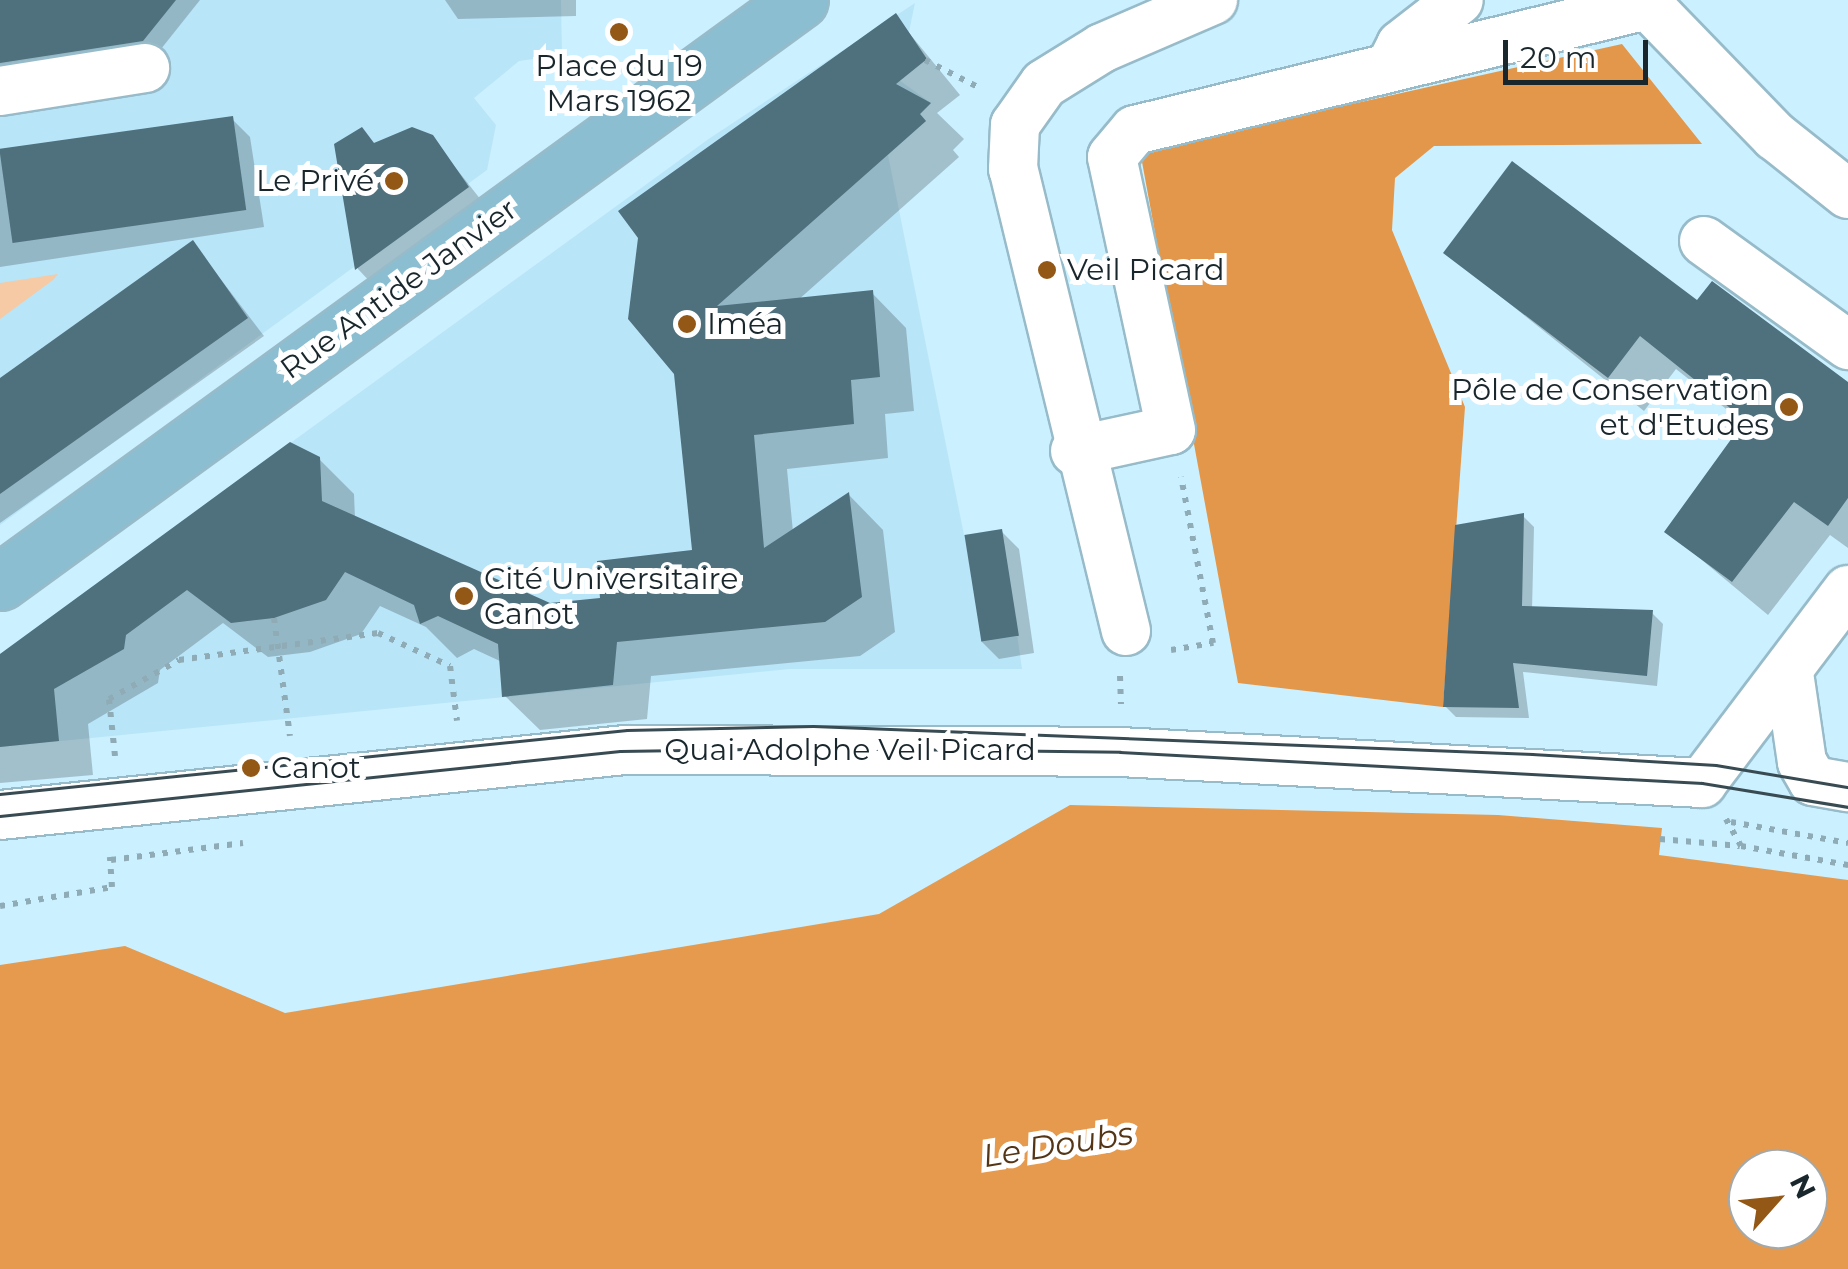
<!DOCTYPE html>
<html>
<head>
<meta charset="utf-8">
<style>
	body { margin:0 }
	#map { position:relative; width:1848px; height:1269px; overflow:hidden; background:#cbf0ff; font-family:Montserrat,sans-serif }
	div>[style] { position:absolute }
	.built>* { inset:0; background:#b9e5f8 }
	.green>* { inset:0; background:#f5caa4 }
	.forest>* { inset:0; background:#e3974b }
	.water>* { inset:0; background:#e69a4e }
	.shadow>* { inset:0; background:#0003 }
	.building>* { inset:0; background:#4f707d; transform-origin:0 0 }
	.path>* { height:6px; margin-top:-3px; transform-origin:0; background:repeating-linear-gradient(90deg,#8eabb6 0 5px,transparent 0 13px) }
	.roads { filter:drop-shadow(2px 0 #97bbc9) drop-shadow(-2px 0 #97bbc9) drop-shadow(0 2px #97bbc9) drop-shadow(0 -2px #97bbc9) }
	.minor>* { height:48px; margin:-24px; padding:0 24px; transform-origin:24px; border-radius:24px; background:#fff }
	.major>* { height:55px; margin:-27.5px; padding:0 27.5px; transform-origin:27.5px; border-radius:27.5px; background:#8bbed0 }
	.tram>* { height:2.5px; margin:-1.25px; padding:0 1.25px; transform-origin:1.25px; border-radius:1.25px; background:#394b52 }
	.dots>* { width:28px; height:28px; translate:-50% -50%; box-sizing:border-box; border:5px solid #fff; border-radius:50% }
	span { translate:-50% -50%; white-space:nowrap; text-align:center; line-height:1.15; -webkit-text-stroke:10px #fff; paint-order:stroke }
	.poi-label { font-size:30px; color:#19272c }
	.right { translate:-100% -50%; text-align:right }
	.left { translate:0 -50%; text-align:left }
	.street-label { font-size:30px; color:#19272c }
	.water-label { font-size:32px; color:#543516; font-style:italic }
	.north { position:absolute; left:1728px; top:1149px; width:100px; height:100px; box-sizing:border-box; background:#fff; border:2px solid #a3a9ab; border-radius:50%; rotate:63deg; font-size:28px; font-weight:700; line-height:40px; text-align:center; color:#19272c }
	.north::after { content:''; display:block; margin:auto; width:35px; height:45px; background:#935816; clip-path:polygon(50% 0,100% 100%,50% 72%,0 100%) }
	.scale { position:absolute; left:1503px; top:40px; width:145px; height:45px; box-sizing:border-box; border:5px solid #19272c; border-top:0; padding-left:12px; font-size:30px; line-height:35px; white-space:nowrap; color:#19272c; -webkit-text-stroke:8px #fff; paint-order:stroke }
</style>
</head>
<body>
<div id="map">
	<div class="built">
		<div style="clip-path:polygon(0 0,561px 0,562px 55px,519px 61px,474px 98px,496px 125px,487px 170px,0 525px)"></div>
		<div style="clip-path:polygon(915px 3px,899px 80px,931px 103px,920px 114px,926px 121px,888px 155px,964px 535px,1002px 529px,1022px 669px,789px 669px,0 747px,0 654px,710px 138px)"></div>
	</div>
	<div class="green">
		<div style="clip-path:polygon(58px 274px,53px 280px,0 319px,0 283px)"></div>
	</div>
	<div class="forest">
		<div style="clip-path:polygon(1622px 44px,1702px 144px,1434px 146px,1395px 178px,1392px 230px,1465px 407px,1443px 707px,1238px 683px,1140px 151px)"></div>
	</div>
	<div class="water">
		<div style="clip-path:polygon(evenodd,1070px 805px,1498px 815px,1662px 828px,1659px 855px,1848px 880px,1848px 1269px,0 1269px,0 965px,125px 946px,285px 1013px,879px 914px,1070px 805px,1748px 1169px,1808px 1169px,1808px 1229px,1748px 1229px,1748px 1169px)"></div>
	</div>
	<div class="shadow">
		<div style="clip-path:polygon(0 0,200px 0,157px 54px,0 77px)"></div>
		<div style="clip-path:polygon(445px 0,576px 0,576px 16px,458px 19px)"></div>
		<div style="clip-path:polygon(896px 17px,960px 95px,937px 113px,964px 139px,953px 150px,959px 157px,797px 301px,872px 293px,906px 328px,914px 411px,885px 414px,888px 458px,787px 469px,793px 532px,849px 495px,883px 530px,895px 632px,860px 656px,651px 676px,647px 719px,540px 730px,505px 696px,502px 662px,474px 649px,457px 658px,426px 627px,380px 606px,361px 634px,310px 652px,268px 657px,223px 623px,160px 670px,158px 683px,88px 724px,93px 775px,0 783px,0 657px,319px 459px,354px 494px,355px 518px,550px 605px,602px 600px,694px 552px,677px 373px,631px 318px)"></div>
		<div style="clip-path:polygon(232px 119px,250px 137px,264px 227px,0 267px,0 154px)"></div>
		<div style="clip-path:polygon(432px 138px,485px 205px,374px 286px,358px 269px,337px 146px)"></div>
		<div style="clip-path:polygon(193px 243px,264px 336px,0 523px,0 380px)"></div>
		<div style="clip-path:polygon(1446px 253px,1698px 304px,1848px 386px,1848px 548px,1830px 535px,1768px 615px,1667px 531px,1745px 424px,1676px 369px,1644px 411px)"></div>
		<div style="clip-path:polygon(1523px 516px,1534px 527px,1532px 610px,1652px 613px,1663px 624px,1657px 686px,1523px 672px,1529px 718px,1456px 717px,1445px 706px)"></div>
		<div style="clip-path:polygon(1001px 531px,1019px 549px,1034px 653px,999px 659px,981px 641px)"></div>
	</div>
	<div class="building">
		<div style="clip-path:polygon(0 0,176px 0,143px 41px,0 63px)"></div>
		<div style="clip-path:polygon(896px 13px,927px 59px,896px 84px,931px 103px,920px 114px,926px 121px,717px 306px,873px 290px,880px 377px,851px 380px,854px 424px,754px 435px,764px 548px,849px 492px,862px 597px,825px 622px,617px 642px,613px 685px,502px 697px,498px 644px,438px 616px,420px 624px,414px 605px,345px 572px,326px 600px,274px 618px,231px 623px,187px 590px,126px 635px,124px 649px,54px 689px,59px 741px,0 747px,0 654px,290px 442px,320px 457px,322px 501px,550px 603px,600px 598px,597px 561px,692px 550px,674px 374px,628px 319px,638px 238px,618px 211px)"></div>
		<div style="left:233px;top:116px;width:95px;height:236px;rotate:82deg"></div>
		<div style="clip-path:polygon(362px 127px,374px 143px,412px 127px,433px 135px,469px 187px,355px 270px,334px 144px)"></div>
		<div style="clip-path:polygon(1512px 161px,1697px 300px,1712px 281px,1848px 382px,1848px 498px,1828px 526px,1794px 502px,1732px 582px,1664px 532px,1745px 420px,1640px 336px,1608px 378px,1443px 253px)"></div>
		<div style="clip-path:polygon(193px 240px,248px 318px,0 494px,0 378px)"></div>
		<div style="clip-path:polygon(1524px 513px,1522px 606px,1653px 610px,1647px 676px,1513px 663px,1519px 708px,1443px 707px,1455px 525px)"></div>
		<div style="left:1002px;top:529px;width:108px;height:38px;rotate:81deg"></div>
	</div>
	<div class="path">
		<div style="left:925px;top:60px;width:64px;rotate:27deg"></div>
		<div style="left:274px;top:618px;width:119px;rotate:82.3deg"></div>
		<div style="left:1171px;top:650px;width:43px;rotate:-9.5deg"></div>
		<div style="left:1213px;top:643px;width:169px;rotate:-100.9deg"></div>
		<div style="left:1120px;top:676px;width:28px;rotate:88deg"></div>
		<div style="left:115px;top:756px;width:57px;rotate:-96deg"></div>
		<div style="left:109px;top:699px;width:80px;rotate:-29.1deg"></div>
		<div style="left:179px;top:660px;width:201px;rotate:-7.7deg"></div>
		<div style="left:378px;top:633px;width:79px;rotate:24.6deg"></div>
		<div style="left:450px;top:666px;width:55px;rotate:82.7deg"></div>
		<div style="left:1726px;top:819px;width:31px;rotate:61deg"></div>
		<div style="left:1741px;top:846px;width:109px;rotate:10.1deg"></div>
		<div style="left:1731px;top:822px;width:119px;rotate:10.2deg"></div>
		<div style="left:1660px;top:839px;width:80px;rotate:5deg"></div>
		<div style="left:111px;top:860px;width:133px;rotate:-7.3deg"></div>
		<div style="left:0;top:906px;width:114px;rotate:-9.6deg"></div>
		<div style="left:112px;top:887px;width:30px;rotate:-94deg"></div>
	</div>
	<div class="roads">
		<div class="minor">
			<div style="left:1643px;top:0;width:190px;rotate:45.9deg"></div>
			<div style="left:1775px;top:136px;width:93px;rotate:38.5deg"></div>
			<div style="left:1390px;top:67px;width:25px;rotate:-63deg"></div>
			<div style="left:1401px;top:45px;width:73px;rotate:-37.8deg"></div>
			<div style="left:0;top:91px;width:147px;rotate:-9deg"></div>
			<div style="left:1704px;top:241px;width:178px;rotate:35.8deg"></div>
			<div style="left:1075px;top:451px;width:98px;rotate:-12.3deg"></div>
			<div style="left:1171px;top:430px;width:279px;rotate:-102.2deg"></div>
			<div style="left:1112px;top:157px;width:35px;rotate:-50deg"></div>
			<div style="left:1135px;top:130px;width:527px;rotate:-13.72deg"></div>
			<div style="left:1126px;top:631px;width:476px;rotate:-103.7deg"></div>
			<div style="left:1013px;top:169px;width:44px;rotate:-87.4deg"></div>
			<div style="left:1015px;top:125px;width:50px;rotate:-54.7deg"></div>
			<div style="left:1044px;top:84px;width:68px;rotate:-31.8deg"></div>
			<div style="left:1102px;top:48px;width:121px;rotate:-23.4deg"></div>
			<div style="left:1789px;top:673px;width:90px;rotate:81.7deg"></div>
			<div style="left:1802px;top:762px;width:22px;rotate:60deg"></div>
			<div style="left:1813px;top:781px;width:36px;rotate:10deg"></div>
			<div style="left:0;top:815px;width:628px;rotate:-5.94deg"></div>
			<div style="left:625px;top:750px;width:495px;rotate:0.2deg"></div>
			<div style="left:1120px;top:752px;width:583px;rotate:3.05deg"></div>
			<div style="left:1702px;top:783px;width:242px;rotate:-52.9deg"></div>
		</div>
		<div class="major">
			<div style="left:0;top:582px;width:989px;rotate:-36.04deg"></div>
		</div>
	</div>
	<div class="tram">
		<div style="left:0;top:794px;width:630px;rotate:-5.83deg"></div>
		<div style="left:627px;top:730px;width:186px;rotate:-1.2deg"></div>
		<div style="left:813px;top:726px;width:720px;rotate:2.23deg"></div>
		<div style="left:1532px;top:754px;width:184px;rotate:3.4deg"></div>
		<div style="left:1716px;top:765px;width:134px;rotate:9.5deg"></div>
		<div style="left:0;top:816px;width:623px;rotate:-5.98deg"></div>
		<div style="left:620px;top:751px;width:194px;rotate:-0.9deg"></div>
		<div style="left:814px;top:748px;width:306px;rotate:0.7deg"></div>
		<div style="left:1120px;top:752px;width:583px;rotate:3.05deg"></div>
		<div style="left:1702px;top:783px;width:148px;rotate:9.3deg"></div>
	</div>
	<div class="dots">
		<div style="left:619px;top:32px;background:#935816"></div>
		<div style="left:394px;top:181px;background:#935816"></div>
		<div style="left:1047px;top:270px;background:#935816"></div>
		<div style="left:687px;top:324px;background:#935816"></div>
		<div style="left:1789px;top:407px;background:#935816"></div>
		<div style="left:464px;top:596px;background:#935816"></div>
		<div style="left:251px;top:768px;background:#935816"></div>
	</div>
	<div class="poi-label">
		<span style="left:619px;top:83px">Place du 19<br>Mars 1962</span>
		<span class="right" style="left:374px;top:181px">Le Privé</span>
		<span class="left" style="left:1067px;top:270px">Veil Picard</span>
		<span class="left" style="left:707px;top:324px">Iméa</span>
		<span class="right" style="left:1769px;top:407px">Pôle de Conservation<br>et d'Etudes</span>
		<span class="left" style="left:484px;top:596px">Cité Universitaire<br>Canot</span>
		<span class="left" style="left:271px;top:768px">Canot</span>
	</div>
	<div class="street-label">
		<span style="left:399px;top:289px;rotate:-36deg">Rue Antide Janvier</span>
		<span style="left:850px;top:750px">Quai Adolphe Veil Picard</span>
	</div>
	<div class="water-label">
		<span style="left:1058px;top:1145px;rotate:-9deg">Le Doubs</span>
	</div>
	<div class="north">N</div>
	<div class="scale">20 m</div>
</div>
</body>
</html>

####

Exercise>
Only exact lines belong in the answer: those from the beginning of the entries above through the line holding "filter:drop-shadow(2px 0 #97bbc9)", with no pictures.

Exercise solution>
<!DOCTYPE html>
<html>
<head>
<meta charset="utf-8">
<style>
	body { margin:0 }
	#map { position:relative; width:1848px; height:1269px; overflow:hidden; background:#cbf0ff; font-family:Montserrat,sans-serif }
	div>[style] { position:absolute }
	.built>* { inset:0; background:#b9e5f8 }
	.green>* { inset:0; background:#f5caa4 }
	.forest>* { inset:0; background:#e3974b }
	.water>* { inset:0; background:#e69a4e }
	.shadow>* { inset:0; background:#0003 }
	.building>* { inset:0; background:#4f707d; transform-origin:0 0 }
	.path>* { height:6px; margin-top:-3px; transform-origin:0; background:repeating-linear-gradient(90deg,#8eabb6 0 5px,transparent 0 13px) }
	.roads { filter:drop-shadow(2px 0 #97bbc9) drop-shadow(-2px 0 #97bbc9) drop-shadow(0 2px #97bbc9) drop-shadow(0 -2px #97bbc9) }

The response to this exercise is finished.